Hatırlayacaksınız tam dört yıl önce Marina Abramovic, İstanbul’da Sakıp Sabancı Müzesi’nde Akbank sponsorluğunda gerçekleşen sergisinin açılışındaydı.
O akşam konuşmasına, “Burada büyük bir kalabalık var, performans sanatına ilk başladığımda sadece birkaç izleyicim vardı, bu noktaya gelmem tam 50 yılı aldı” diye başlamıştı.
Artık müzelerin de sabit koleksiyonlar yerine sürekli değişen performans sanatına kapılarını açmalarının değişen dünyaya adaptasyon olduğunu özetlemişti.

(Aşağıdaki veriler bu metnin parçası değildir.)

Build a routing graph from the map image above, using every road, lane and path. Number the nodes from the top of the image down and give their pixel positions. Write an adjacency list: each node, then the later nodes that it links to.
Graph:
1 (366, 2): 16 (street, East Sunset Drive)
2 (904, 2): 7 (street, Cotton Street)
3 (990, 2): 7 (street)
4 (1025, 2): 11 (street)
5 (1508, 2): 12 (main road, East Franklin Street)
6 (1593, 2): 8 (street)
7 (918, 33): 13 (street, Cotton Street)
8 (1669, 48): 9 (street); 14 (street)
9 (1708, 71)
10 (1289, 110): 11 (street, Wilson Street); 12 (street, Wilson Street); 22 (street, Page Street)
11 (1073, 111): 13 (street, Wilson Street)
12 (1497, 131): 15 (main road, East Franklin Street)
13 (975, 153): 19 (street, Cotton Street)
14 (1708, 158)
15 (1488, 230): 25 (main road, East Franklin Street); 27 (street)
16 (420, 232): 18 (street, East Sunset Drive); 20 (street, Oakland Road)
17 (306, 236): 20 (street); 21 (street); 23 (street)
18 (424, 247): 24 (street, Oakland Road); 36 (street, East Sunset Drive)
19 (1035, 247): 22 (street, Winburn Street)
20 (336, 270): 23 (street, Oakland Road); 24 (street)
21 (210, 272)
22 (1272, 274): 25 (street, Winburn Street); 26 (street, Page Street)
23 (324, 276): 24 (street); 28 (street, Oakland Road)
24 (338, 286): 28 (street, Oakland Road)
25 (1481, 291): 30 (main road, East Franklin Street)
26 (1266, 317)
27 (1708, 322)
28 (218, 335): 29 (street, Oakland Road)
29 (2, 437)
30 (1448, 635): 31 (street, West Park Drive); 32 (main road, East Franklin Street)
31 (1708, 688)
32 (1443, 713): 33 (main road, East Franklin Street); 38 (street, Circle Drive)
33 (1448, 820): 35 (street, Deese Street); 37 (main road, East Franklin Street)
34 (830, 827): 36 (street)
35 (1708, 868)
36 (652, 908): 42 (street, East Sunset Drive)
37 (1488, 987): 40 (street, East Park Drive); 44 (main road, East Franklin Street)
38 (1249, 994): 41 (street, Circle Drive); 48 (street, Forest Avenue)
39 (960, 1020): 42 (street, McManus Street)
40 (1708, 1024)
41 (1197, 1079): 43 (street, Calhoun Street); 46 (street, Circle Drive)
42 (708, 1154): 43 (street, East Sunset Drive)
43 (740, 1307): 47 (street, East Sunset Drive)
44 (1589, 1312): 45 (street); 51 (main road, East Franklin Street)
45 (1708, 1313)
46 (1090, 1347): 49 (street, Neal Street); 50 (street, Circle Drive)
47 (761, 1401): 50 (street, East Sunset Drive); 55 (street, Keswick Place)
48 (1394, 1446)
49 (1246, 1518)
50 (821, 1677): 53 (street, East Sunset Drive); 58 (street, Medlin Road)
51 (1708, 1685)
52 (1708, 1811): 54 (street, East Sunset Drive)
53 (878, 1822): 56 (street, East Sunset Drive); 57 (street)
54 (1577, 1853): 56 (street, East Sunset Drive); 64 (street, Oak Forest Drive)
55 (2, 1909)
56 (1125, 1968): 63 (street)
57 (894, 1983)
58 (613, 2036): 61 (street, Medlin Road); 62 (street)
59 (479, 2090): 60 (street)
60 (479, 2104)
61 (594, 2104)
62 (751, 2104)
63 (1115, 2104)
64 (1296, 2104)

Marina Abramovic ve Marina Abramovic Institute’un ‘Flux/Akış’ sergisini çok beğenenler de oldu, Abramovic’in yurt dışındaki sergilerine katılmış olanlar arasında ise provokatif tarzının aksine konservatif bulanlar da oldu.
Jay-Z’den Adidas ve Microsoft’a kadar birçok ünlü isim ve markayla iş birliği yapan Marina Abramovic, en son ‘Maria Callas’ın 7 Ölümü’ ile Londra’da English National Opera sahnesindeydi.
Eş zamanlı olarak Londra’da Royal Academy of Arts’taki sergisi de devam ediyor.
Şimdi ise 77 yaşındaki Marina Abramović ona ilham veren Lyme hastalığına karşı verdiği mücadeleyi anlatarak uzun ömür odaklı sağlık ve sağlıklı yaşam markasını tanıtıyor.Ürünler arasında bir cilt temizleyici/nemlendirici karışımı var, içinde ciltteki temel besin maddelerini yenilemek için beyaz ekmek ve beyaz şarabın yanı sıra cildi aydınlatmak ve derinlemesine nemlendirmek için C vitamini ve hyaluronik asit yer alıyor.Anti-alerji damlası, Himalayalar’da bulunan ve Ayurveda tıbbında alerjik reaksiyonları yatıştırmak için kullanılan bir mineral olan shilajit ile formüle edilmiş. Bağışıklık, metabolizmayı hızlandıran damla, kırmızı biber ve enfeksiyonlarla savaşma gücünü artıran taze sarımsak içeriyor. Enerji damlası ise kızılcık suyu gibi antioksidanlarla yapılmış.Marina Abramović Longetivity Method (Uzun Ömür Yöntemi) için bu ürün serisini ünlü doktor ve Avusturya’nın Fuschl am See kentindeki sağlıklı yaşam merkezinin kurucusu Dr. Nonna Brenner ile birlikte tasarlamış. “Ben bir işkoliğim – deli gibi çalışıyorum – ve eğer enerjimi dengeleyecek Nonna olmasaydı inanın bana yaptığım şeyi yapamazdım” diyor Marina Abramovic.“Hiçbir zaman içki içmiyorum, sigara içmiyorum, uyuşturucu kullanmıyorum; günde sekiz saat uyuyorum. Ve benden 21 yaş küçük bir sevgilim var” diye ekliyor. “Evet, o inanılmaz pahalı tıbbi kliniklere gittim. Beni sadece yoğurt ve kuru ekmekle beslediler ve haftanın sonunda bana söyleyebildikleri tek şey inek sütüne alerjim olduğuydu. Bunun saçmalığı karşısında gülmemek mümkün değil: O kadar çok para boşa gitti ki…” diye devam ediyor anlatmaya. “Nonna benim 110 yıl yaşamama kararlı. Louise Bourgeois, Georgia O’Keeffe… 100’ü başaramadılar. Kadın sanatçılar ancak 100’den sonra gerçekten ciddiye alınıyor, eğer başarırsam belki sonunda beni ciddiye alırlar” diye çağdaş sanat dünyasına da sözü getirerek bitiriyor konuşmasını.